## Your assignment
In the entries that follow, find the word "node" and report each line it is on.

## Input
◆ ◆ ◆ ◆ ◆ ◆ ◆

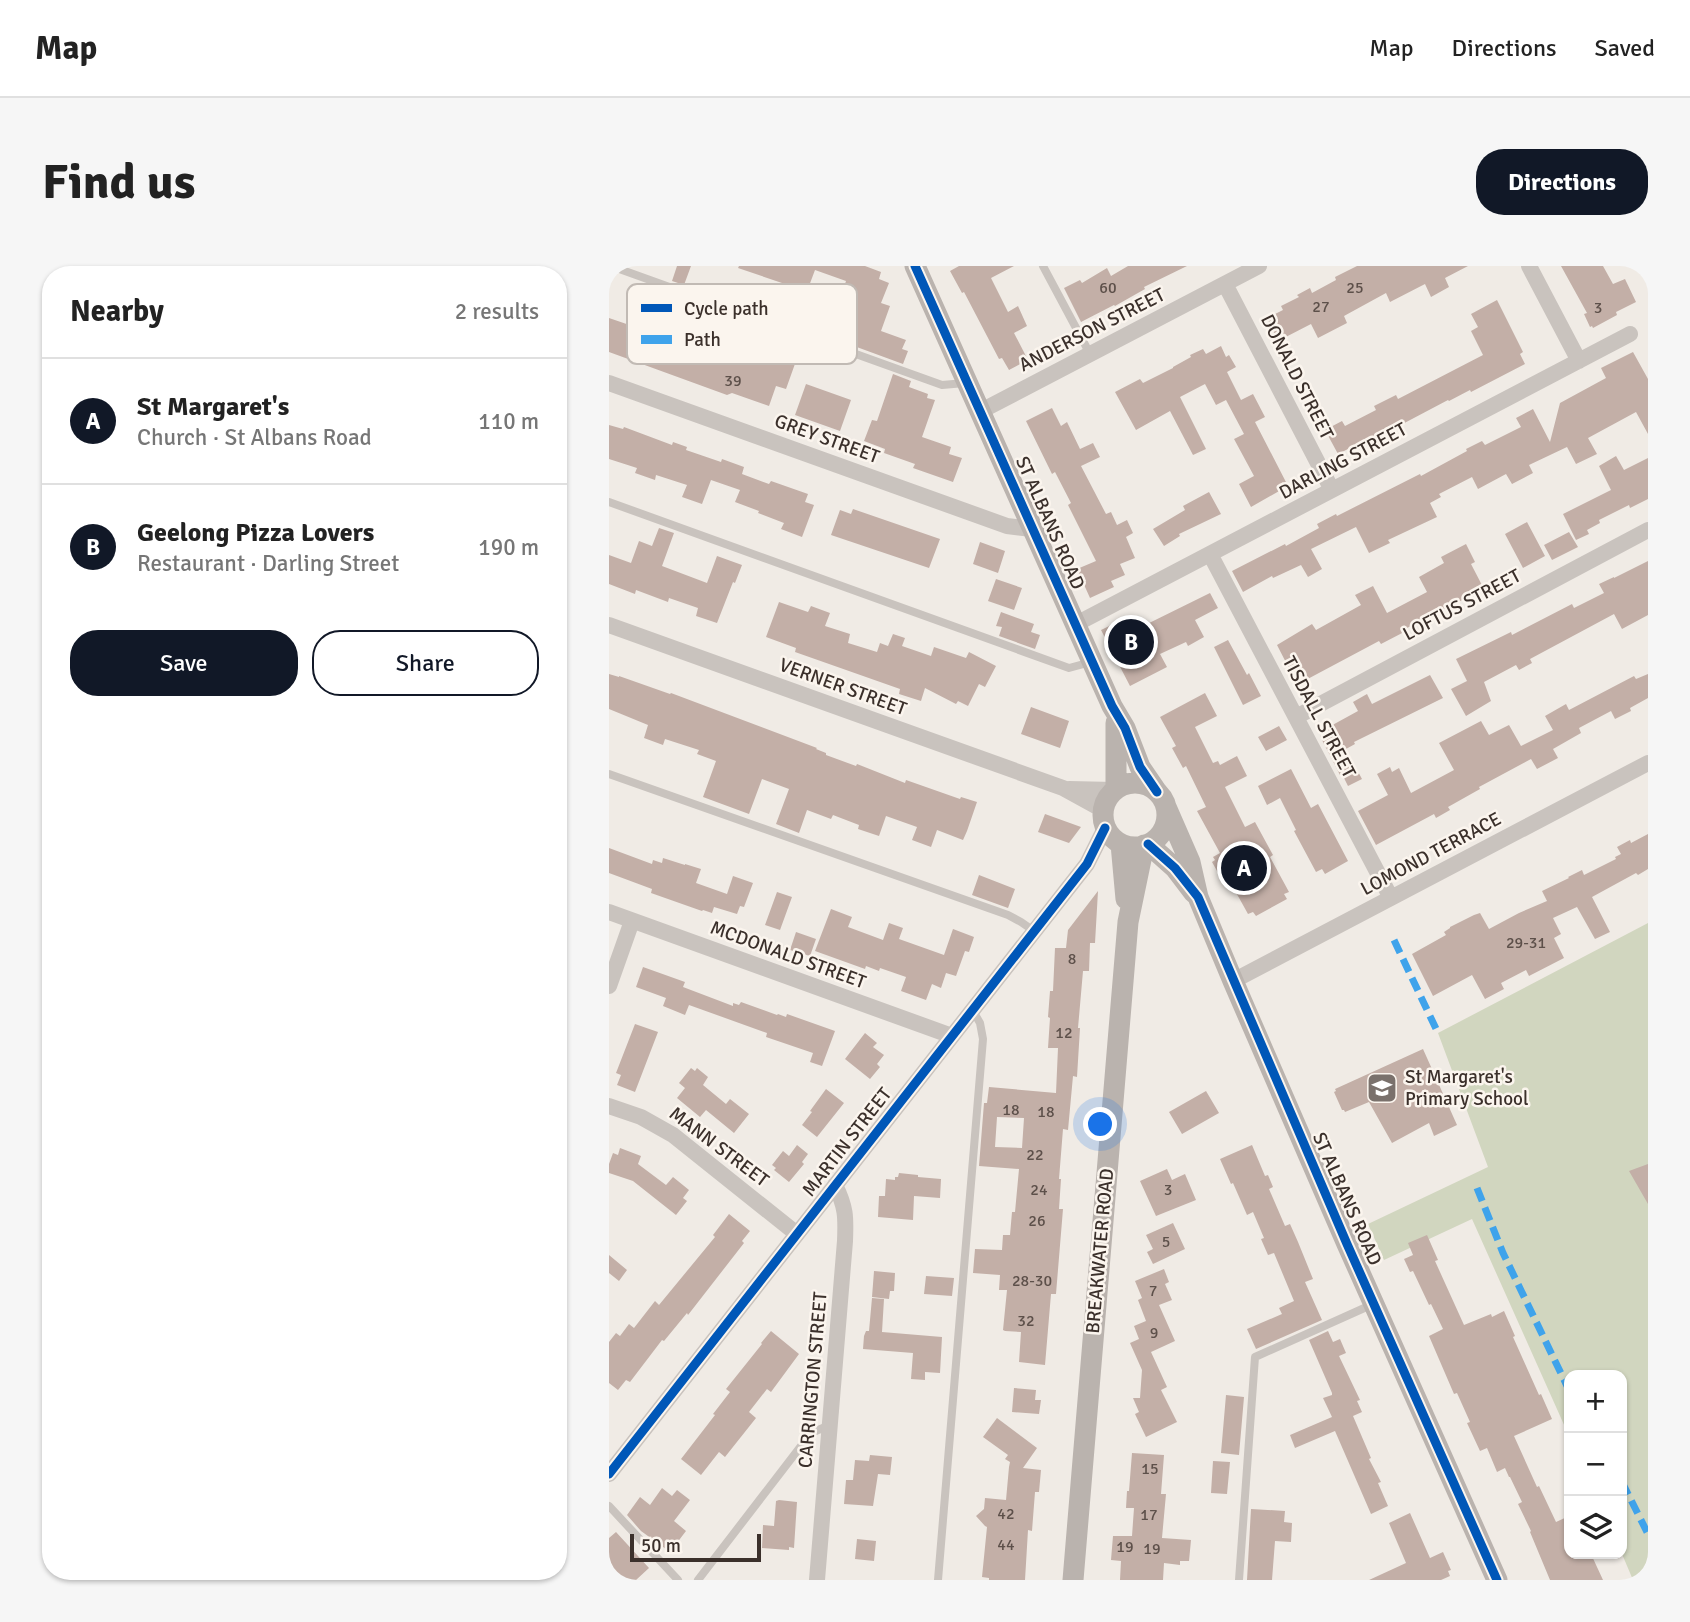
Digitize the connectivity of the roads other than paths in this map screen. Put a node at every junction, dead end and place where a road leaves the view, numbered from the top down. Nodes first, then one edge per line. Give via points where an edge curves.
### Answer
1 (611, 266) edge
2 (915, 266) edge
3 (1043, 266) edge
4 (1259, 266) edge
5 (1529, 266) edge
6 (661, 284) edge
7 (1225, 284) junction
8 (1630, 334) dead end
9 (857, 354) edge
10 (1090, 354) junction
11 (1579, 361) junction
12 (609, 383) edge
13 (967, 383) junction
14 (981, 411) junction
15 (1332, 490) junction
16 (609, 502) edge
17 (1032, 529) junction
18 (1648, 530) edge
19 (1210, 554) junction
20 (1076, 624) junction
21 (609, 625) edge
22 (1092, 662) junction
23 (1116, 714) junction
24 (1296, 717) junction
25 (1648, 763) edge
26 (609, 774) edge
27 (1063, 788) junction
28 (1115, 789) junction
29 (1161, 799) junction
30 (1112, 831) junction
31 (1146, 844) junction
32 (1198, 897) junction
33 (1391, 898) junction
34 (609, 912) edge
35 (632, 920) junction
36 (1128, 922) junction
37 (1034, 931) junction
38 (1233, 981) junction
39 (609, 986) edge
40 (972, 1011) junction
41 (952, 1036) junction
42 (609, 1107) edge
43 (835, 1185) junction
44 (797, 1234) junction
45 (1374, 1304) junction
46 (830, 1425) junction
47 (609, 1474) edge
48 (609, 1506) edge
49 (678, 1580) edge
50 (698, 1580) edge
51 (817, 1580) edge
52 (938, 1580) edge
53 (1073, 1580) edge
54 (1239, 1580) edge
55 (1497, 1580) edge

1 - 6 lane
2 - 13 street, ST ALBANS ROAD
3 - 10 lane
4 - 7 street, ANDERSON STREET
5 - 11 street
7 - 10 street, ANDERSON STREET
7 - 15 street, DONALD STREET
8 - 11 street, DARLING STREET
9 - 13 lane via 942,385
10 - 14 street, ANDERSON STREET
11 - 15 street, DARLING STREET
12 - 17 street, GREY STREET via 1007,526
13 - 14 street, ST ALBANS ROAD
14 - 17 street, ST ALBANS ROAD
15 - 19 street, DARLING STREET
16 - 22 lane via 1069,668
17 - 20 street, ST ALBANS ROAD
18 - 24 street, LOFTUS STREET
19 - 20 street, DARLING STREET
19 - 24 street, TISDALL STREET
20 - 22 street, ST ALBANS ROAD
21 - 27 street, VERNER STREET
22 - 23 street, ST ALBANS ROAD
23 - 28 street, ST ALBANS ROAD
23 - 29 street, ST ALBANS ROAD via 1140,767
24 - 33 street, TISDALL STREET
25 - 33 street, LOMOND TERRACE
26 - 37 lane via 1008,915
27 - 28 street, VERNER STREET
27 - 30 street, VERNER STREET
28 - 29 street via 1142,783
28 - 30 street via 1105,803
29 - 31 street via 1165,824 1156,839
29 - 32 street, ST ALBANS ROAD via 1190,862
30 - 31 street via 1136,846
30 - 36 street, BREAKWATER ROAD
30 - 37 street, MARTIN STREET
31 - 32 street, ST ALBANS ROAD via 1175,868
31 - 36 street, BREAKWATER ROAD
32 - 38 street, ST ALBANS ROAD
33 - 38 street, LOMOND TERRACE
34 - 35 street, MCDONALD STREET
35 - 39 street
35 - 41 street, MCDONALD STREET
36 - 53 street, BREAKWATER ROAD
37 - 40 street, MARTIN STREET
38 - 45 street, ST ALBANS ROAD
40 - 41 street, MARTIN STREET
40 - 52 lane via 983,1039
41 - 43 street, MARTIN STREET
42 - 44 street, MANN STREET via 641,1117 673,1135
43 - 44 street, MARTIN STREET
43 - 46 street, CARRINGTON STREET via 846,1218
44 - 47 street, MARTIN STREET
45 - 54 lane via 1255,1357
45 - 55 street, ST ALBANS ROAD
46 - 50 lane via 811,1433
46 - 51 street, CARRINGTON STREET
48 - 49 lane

◆ ◆ ◆ ◆ ◆ ◆ ◆

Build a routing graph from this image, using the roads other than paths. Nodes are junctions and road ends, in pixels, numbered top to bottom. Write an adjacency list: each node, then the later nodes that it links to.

◆ ◆ ◆ ◆ ◆ ◆ ◆

## Task result
Digitize the connectivity of the roads other than paths in this map screen. Put a node at every junction, dead end and place where a road leaves the view, numbered from the top down. Nodes first, then one edge per line. Give via points where an edge curves.
Build a routing graph from this image, using the roads other than paths. Nodes are junctions and road ends, in pixels, numbered top to bottom. Write an adjacency list: each node, then the later nodes that it links to.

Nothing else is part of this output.